TO DO => Copy the records out again in full, keeping them identical.

Records excerpted from a collection
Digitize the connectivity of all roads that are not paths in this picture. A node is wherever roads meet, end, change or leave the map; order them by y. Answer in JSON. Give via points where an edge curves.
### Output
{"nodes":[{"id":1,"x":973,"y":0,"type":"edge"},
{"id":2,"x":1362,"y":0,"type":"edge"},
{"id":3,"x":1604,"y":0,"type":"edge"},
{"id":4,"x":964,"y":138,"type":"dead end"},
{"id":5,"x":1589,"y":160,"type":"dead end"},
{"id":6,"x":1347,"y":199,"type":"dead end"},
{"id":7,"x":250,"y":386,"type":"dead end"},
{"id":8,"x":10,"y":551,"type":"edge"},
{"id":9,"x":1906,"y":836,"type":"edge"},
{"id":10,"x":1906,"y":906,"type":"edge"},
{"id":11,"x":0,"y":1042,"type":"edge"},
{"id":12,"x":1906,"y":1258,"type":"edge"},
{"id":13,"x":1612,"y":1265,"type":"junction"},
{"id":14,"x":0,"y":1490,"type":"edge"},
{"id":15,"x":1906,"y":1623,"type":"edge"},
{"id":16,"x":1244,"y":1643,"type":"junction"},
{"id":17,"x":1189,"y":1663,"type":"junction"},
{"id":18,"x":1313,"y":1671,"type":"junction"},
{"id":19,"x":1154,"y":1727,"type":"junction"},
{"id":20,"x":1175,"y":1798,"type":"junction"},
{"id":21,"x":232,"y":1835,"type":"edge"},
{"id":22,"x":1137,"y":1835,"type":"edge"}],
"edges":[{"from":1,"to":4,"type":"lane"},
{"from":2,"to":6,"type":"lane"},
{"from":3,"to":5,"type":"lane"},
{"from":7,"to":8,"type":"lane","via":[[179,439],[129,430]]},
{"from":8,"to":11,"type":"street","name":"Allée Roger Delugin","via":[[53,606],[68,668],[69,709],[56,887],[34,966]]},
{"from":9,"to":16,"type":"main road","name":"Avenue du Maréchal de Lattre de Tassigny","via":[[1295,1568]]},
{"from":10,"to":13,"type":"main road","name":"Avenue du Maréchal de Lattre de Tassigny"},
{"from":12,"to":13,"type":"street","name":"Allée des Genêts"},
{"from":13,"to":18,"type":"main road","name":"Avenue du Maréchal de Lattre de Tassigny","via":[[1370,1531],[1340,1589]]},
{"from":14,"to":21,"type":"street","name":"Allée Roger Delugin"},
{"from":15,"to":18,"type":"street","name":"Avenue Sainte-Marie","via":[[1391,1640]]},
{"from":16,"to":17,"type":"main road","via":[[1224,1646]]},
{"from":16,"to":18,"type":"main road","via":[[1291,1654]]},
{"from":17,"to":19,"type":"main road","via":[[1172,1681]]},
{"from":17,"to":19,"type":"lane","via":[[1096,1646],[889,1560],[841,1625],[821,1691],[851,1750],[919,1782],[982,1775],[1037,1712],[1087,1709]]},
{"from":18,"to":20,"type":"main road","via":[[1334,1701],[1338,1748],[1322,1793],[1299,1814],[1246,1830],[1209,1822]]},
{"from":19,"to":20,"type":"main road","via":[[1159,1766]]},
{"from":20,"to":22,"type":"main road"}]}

OUTPUT OF THE TASK =>
Digitize the connectivity of all roads that are not paths in this picture. A node is wherever roads meet, end, change or leave the map; order them by y. Answer in JSON. Give via points where an edge curves.
### Output
{"nodes":[{"id":1,"x":973,"y":0,"type":"edge"},
{"id":2,"x":1362,"y":0,"type":"edge"},
{"id":3,"x":1604,"y":0,"type":"edge"},
{"id":4,"x":964,"y":138,"type":"dead end"},
{"id":5,"x":1589,"y":160,"type":"dead end"},
{"id":6,"x":1347,"y":199,"type":"dead end"},
{"id":7,"x":250,"y":386,"type":"dead end"},
{"id":8,"x":10,"y":551,"type":"edge"},
{"id":9,"x":1906,"y":836,"type":"edge"},
{"id":10,"x":1906,"y":906,"type":"edge"},
{"id":11,"x":0,"y":1042,"type":"edge"},
{"id":12,"x":1906,"y":1258,"type":"edge"},
{"id":13,"x":1612,"y":1265,"type":"junction"},
{"id":14,"x":0,"y":1490,"type":"edge"},
{"id":15,"x":1906,"y":1623,"type":"edge"},
{"id":16,"x":1244,"y":1643,"type":"junction"},
{"id":17,"x":1189,"y":1663,"type":"junction"},
{"id":18,"x":1313,"y":1671,"type":"junction"},
{"id":19,"x":1154,"y":1727,"type":"junction"},
{"id":20,"x":1175,"y":1798,"type":"junction"},
{"id":21,"x":232,"y":1835,"type":"edge"},
{"id":22,"x":1137,"y":1835,"type":"edge"}],
"edges":[{"from":1,"to":4,"type":"lane"},
{"from":2,"to":6,"type":"lane"},
{"from":3,"to":5,"type":"lane"},
{"from":7,"to":8,"type":"lane","via":[[179,439],[129,430]]},
{"from":8,"to":11,"type":"street","name":"Allée Roger Delugin","via":[[53,606],[68,668],[69,709],[56,887],[34,966]]},
{"from":9,"to":16,"type":"main road","name":"Avenue du Maréchal de Lattre de Tassigny","via":[[1295,1568]]},
{"from":10,"to":13,"type":"main road","name":"Avenue du Maréchal de Lattre de Tassigny"},
{"from":12,"to":13,"type":"street","name":"Allée des Genêts"},
{"from":13,"to":18,"type":"main road","name":"Avenue du Maréchal de Lattre de Tassigny","via":[[1370,1531],[1340,1589]]},
{"from":14,"to":21,"type":"street","name":"Allée Roger Delugin"},
{"from":15,"to":18,"type":"street","name":"Avenue Sainte-Marie","via":[[1391,1640]]},
{"from":16,"to":17,"type":"main road","via":[[1224,1646]]},
{"from":16,"to":18,"type":"main road","via":[[1291,1654]]},
{"from":17,"to":19,"type":"main road","via":[[1172,1681]]},
{"from":17,"to":19,"type":"lane","via":[[1096,1646],[889,1560],[841,1625],[821,1691],[851,1750],[919,1782],[982,1775],[1037,1712],[1087,1709]]},
{"from":18,"to":20,"type":"main road","via":[[1334,1701],[1338,1748],[1322,1793],[1299,1814],[1246,1830],[1209,1822]]},
{"from":19,"to":20,"type":"main road","via":[[1159,1766]]},
{"from":20,"to":22,"type":"main road"}]}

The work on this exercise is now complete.